→ **Task statement**: Omitting all images, set down every line below exactly as it appears.

[Dataset records Boundary: Start]

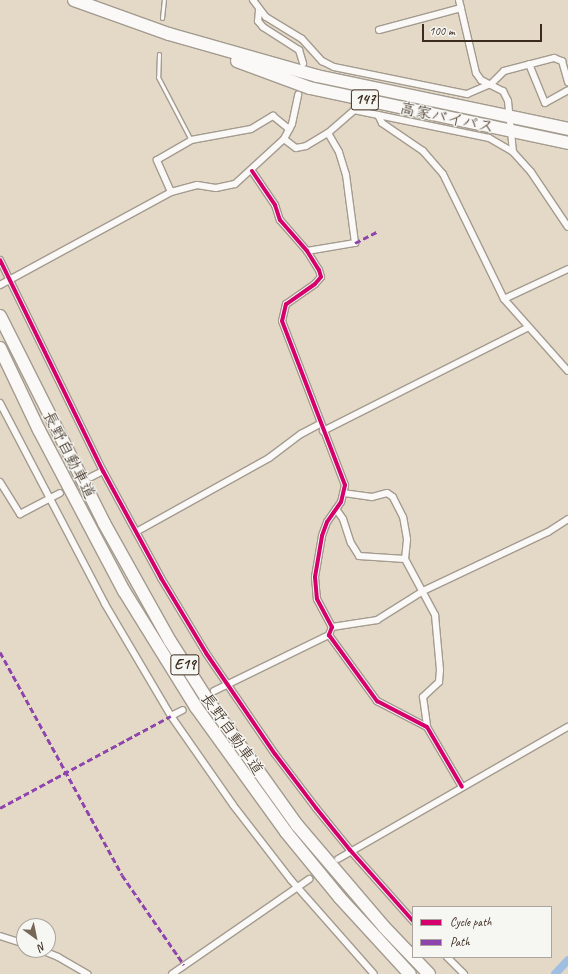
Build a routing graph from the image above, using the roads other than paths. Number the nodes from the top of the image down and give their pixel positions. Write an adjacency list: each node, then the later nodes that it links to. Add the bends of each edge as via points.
1 (74, 0): 9 (highway, 高家バイパス / 147)
2 (164, 0): 7 (lane)
3 (253, 0): 6 (street)
4 (459, 0): 5 (street)
5 (461, 8): 8 (street); 14 (street, via 476,73 481,80)
6 (259, 10): 11 (street, via 258,20 299,50); 14 (street, via 278,26 302,39 322,61 334,67 459,94 473,92)
7 (162, 18)
8 (378, 30)
9 (169, 34): 18 (highway, 高家バイパス / 147, via 317,76); 21 (highway, 高家バイパス / 147, via 264,73 310,88)
10 (159, 54): 24 (lane, via 158,77)
11 (303, 63)
12 (529, 64): 13 (street, via 559,58); 14 (street, via 504,71); 15 (street, via 545,103)
13 (568, 82)
14 (491, 84): 18 (street, via 503,91)
15 (568, 90)
16 (298, 95): 19 (street)
17 (378, 115): 22 (street, via 354,110); 26 (street, via 489,138); 35 (street, via 382,123 423,151 443,174)
18 (510, 116): 20 (highway, 高家バイパス / 147); 21 (street)
19 (289, 129): 23 (street); 24 (street, via 274,116 251,129)
20 (568, 129)
21 (510, 130): 25 (highway, 高家バイパス / 147); 26 (street)
22 (328, 133): 23 (street, via 306,146 296,148); 30 (street, via 339,152 346,175 355,243)
23 (284, 139): 27 (street)
24 (191, 140): 28 (street, via 157,160)
25 (568, 143)
26 (513, 152): 29 (street, via 531,172)
27 (252, 171): 28 (street, via 235,184 216,188 197,185); 30 (street, via 275,205 280,220)
28 (171, 192): 33 (street)
29 (568, 227)
30 (307, 251): 41 (street, via 319,270 320,277 315,284 286,304 282,321)
31 (0, 260): 33 (street)
32 (568, 269): 35 (street)
33 (10, 280): 34 (street); 42 (street)
34 (0, 285)
35 (504, 299): 37 (street)
36 (0, 316): 70 (highway, 長野自動車道 / E19, via 107,530 170,641 209,702 297,825)
37 (527, 328): 39 (street); 41 (street)
38 (0, 348): 76 (highway, 長野自動車道 / E19, via 124,591 196,707 286,832 340,898)
39 (568, 371)
40 (0, 403): 47 (street)
41 (322, 428): 46 (street, via 343,476); 50 (street, via 301,434 269,458)
42 (103, 470): 43 (street); 50 (street)
43 (91, 477)
44 (0, 482): 47 (street, via 20,514)
45 (60, 493): 47 (street)
46 (344, 493): 48 (street); 51 (street, via 372,497 387,493 393,497 403,517 407,539)
47 (48, 500): 58 (street)
48 (336, 509): 51 (street, via 343,519 350,543 359,556); 53 (street, via 322,536 315,577 317,600)
49 (568, 519): 52 (street, via 548,532)
50 (136, 532): 55 (street)
51 (405, 559): 52 (street)
52 (423, 592): 53 (street, via 377,620); 59 (street, via 435,615 440,670 438,682 423,698)
53 (332, 627): 54 (street)
54 (329, 635): 55 (street); 59 (street, via 377,701)
55 (226, 684): 56 (street); 62 (street, via 275,754)
56 (214, 691)
57 (183, 710): 58 (street)
58 (171, 716): 65 (street, via 233,805)
59 (426, 727): 61 (street)
60 (568, 727): 61 (street)
61 (462, 787): 62 (street)
62 (350, 850): 63 (street); 66 (street)
63 (338, 859)
64 (309, 879): 65 (street)
65 (297, 887): 74 (street); 75 (street)
66 (412, 920)
67 (0, 936): 68 (street)
68 (16, 941)
69 (56, 956): 73 (street)
70 (412, 956)
71 (414, 958): 77 (highway, 長野自動車道 / E19)
72 (448, 958): 78 (street)
73 (87, 974)
74 (172, 974)
75 (374, 974)
76 (410, 974)
77 (429, 974)
78 (464, 974)

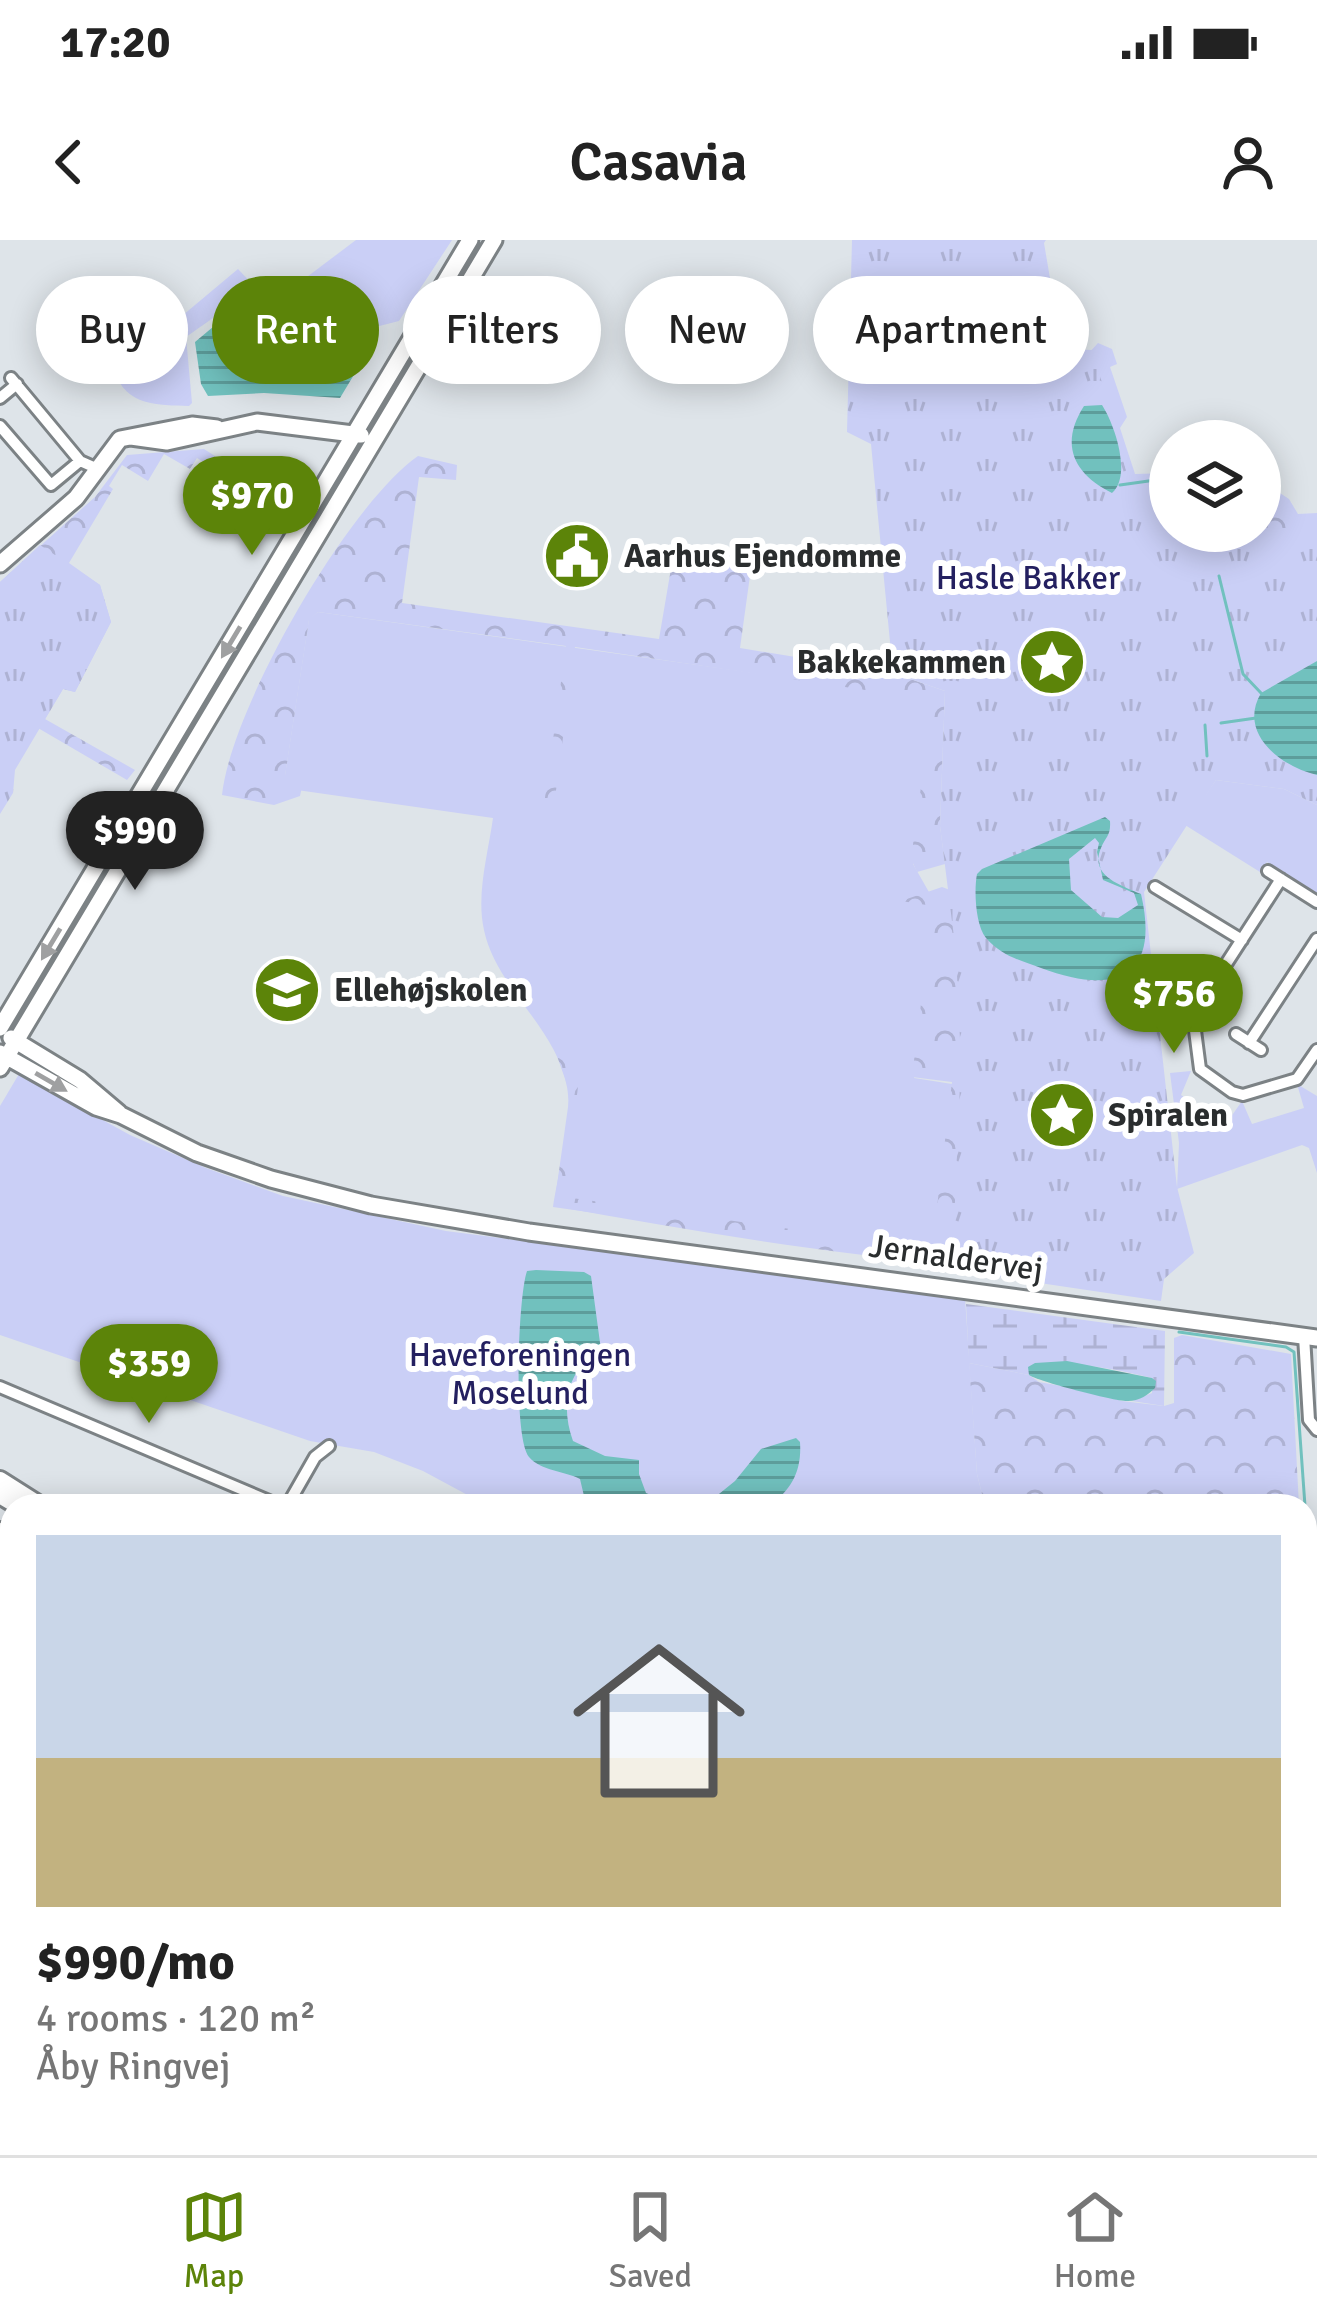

[Dataset records Boundary: End]

→ **Problem solution**:
Build a routing graph from the image above, using the roads other than paths. Number the nodes from the top of the image down and give their pixel positions. Write an adjacency list: each node, then the later nodes that it links to. Add the bends of each edge as via points.
1 (74, 0): 9 (highway, 高家バイパス / 147)
2 (164, 0): 7 (lane)
3 (253, 0): 6 (street)
4 (459, 0): 5 (street)
5 (461, 8): 8 (street); 14 (street, via 476,73 481,80)
6 (259, 10): 11 (street, via 258,20 299,50); 14 (street, via 278,26 302,39 322,61 334,67 459,94 473,92)
7 (162, 18)
8 (378, 30)
9 (169, 34): 18 (highway, 高家バイパス / 147, via 317,76); 21 (highway, 高家バイパス / 147, via 264,73 310,88)
10 (159, 54): 24 (lane, via 158,77)
11 (303, 63)
12 (529, 64): 13 (street, via 559,58); 14 (street, via 504,71); 15 (street, via 545,103)
13 (568, 82)
14 (491, 84): 18 (street, via 503,91)
15 (568, 90)
16 (298, 95): 19 (street)
17 (378, 115): 22 (street, via 354,110); 26 (street, via 489,138); 35 (street, via 382,123 423,151 443,174)
18 (510, 116): 20 (highway, 高家バイパス / 147); 21 (street)
19 (289, 129): 23 (street); 24 (street, via 274,116 251,129)
20 (568, 129)
21 (510, 130): 25 (highway, 高家バイパス / 147); 26 (street)
22 (328, 133): 23 (street, via 306,146 296,148); 30 (street, via 339,152 346,175 355,243)
23 (284, 139): 27 (street)
24 (191, 140): 28 (street, via 157,160)
25 (568, 143)
26 (513, 152): 29 (street, via 531,172)
27 (252, 171): 28 (street, via 235,184 216,188 197,185); 30 (street, via 275,205 280,220)
28 (171, 192): 33 (street)
29 (568, 227)
30 (307, 251): 41 (street, via 319,270 320,277 315,284 286,304 282,321)
31 (0, 260): 33 (street)
32 (568, 269): 35 (street)
33 (10, 280): 34 (street); 42 (street)
34 (0, 285)
35 (504, 299): 37 (street)
36 (0, 316): 70 (highway, 長野自動車道 / E19, via 107,530 170,641 209,702 297,825)
37 (527, 328): 39 (street); 41 (street)
38 (0, 348): 76 (highway, 長野自動車道 / E19, via 124,591 196,707 286,832 340,898)
39 (568, 371)
40 (0, 403): 47 (street)
41 (322, 428): 46 (street, via 343,476); 50 (street, via 301,434 269,458)
42 (103, 470): 43 (street); 50 (street)
43 (91, 477)
44 (0, 482): 47 (street, via 20,514)
45 (60, 493): 47 (street)
46 (344, 493): 48 (street); 51 (street, via 372,497 387,493 393,497 403,517 407,539)
47 (48, 500): 58 (street)
48 (336, 509): 51 (street, via 343,519 350,543 359,556); 53 (street, via 322,536 315,577 317,600)
49 (568, 519): 52 (street, via 548,532)
50 (136, 532): 55 (street)
51 (405, 559): 52 (street)
52 (423, 592): 53 (street, via 377,620); 59 (street, via 435,615 440,670 438,682 423,698)
53 (332, 627): 54 (street)
54 (329, 635): 55 (street); 59 (street, via 377,701)
55 (226, 684): 56 (street); 62 (street, via 275,754)
56 (214, 691)
57 (183, 710): 58 (street)
58 (171, 716): 65 (street, via 233,805)
59 (426, 727): 61 (street)
60 (568, 727): 61 (street)
61 (462, 787): 62 (street)
62 (350, 850): 63 (street); 66 (street)
63 (338, 859)
64 (309, 879): 65 (street)
65 (297, 887): 74 (street); 75 (street)
66 (412, 920)
67 (0, 936): 68 (street)
68 (16, 941)
69 (56, 956): 73 (street)
70 (412, 956)
71 (414, 958): 77 (highway, 長野自動車道 / E19)
72 (448, 958): 78 (street)
73 (87, 974)
74 (172, 974)
75 (374, 974)
76 (410, 974)
77 (429, 974)
78 (464, 974)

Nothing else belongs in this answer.